● **TASK PROMPT**
An exact copy of all the data, minus the images, is required.

[Stored items]

◆ ◆ ◆

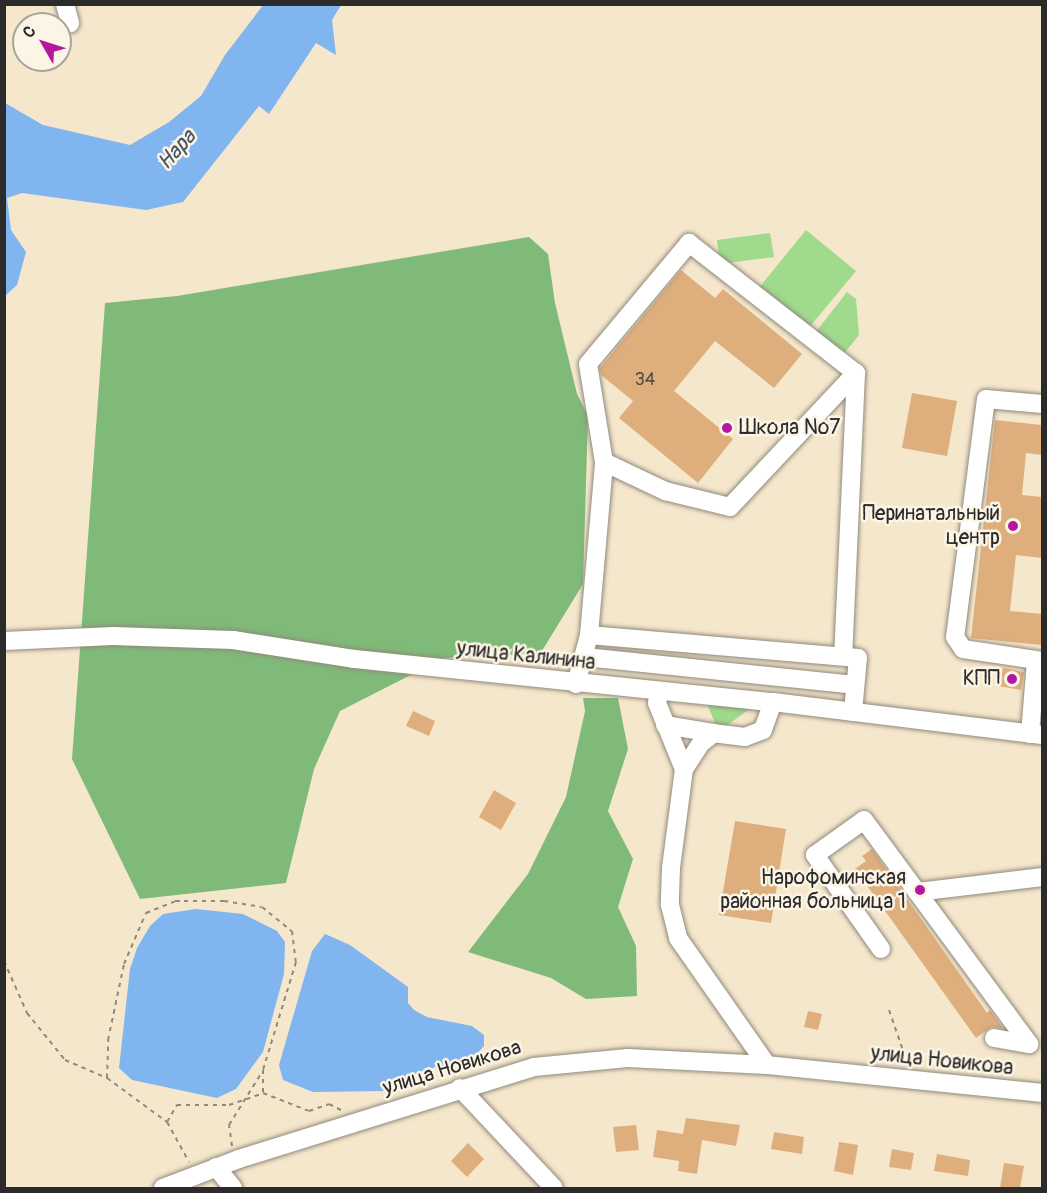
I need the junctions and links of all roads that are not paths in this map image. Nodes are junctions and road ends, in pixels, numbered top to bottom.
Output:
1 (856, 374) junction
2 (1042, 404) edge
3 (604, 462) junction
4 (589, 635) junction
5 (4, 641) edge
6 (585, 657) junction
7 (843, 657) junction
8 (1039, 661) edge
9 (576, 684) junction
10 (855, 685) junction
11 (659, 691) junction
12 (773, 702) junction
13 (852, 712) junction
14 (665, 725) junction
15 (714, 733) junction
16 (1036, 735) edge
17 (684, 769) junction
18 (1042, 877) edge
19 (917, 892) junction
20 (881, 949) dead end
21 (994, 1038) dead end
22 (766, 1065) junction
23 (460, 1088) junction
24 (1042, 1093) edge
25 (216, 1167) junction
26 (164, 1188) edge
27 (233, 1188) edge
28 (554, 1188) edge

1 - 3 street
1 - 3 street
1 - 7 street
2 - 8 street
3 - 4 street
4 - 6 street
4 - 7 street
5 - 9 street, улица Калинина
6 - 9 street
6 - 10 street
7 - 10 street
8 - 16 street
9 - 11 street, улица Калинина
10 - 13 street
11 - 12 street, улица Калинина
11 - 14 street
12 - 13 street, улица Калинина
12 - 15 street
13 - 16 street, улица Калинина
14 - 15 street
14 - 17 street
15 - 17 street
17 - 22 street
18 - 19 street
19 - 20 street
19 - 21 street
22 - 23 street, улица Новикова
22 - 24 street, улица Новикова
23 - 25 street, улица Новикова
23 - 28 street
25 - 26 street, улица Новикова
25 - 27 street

◆ ◆ ◆

● **ANSWER TO THIS TASK**
I need the junctions and links of all roads that are not paths in this map image. Nodes are junctions and road ends, in pixels, numbered top to bottom.
Output:
1 (856, 374) junction
2 (1042, 404) edge
3 (604, 462) junction
4 (589, 635) junction
5 (4, 641) edge
6 (585, 657) junction
7 (843, 657) junction
8 (1039, 661) edge
9 (576, 684) junction
10 (855, 685) junction
11 (659, 691) junction
12 (773, 702) junction
13 (852, 712) junction
14 (665, 725) junction
15 (714, 733) junction
16 (1036, 735) edge
17 (684, 769) junction
18 (1042, 877) edge
19 (917, 892) junction
20 (881, 949) dead end
21 (994, 1038) dead end
22 (766, 1065) junction
23 (460, 1088) junction
24 (1042, 1093) edge
25 (216, 1167) junction
26 (164, 1188) edge
27 (233, 1188) edge
28 (554, 1188) edge

1 - 3 street
1 - 3 street
1 - 7 street
2 - 8 street
3 - 4 street
4 - 6 street
4 - 7 street
5 - 9 street, улица Калинина
6 - 9 street
6 - 10 street
7 - 10 street
8 - 16 street
9 - 11 street, улица Калинина
10 - 13 street
11 - 12 street, улица Калинина
11 - 14 street
12 - 13 street, улица Калинина
12 - 15 street
13 - 16 street, улица Калинина
14 - 15 street
14 - 17 street
15 - 17 street
17 - 22 street
18 - 19 street
19 - 20 street
19 - 21 street
22 - 23 street, улица Новикова
22 - 24 street, улица Новикова
23 - 25 street, улица Новикова
23 - 28 street
25 - 26 street, улица Новикова
25 - 27 street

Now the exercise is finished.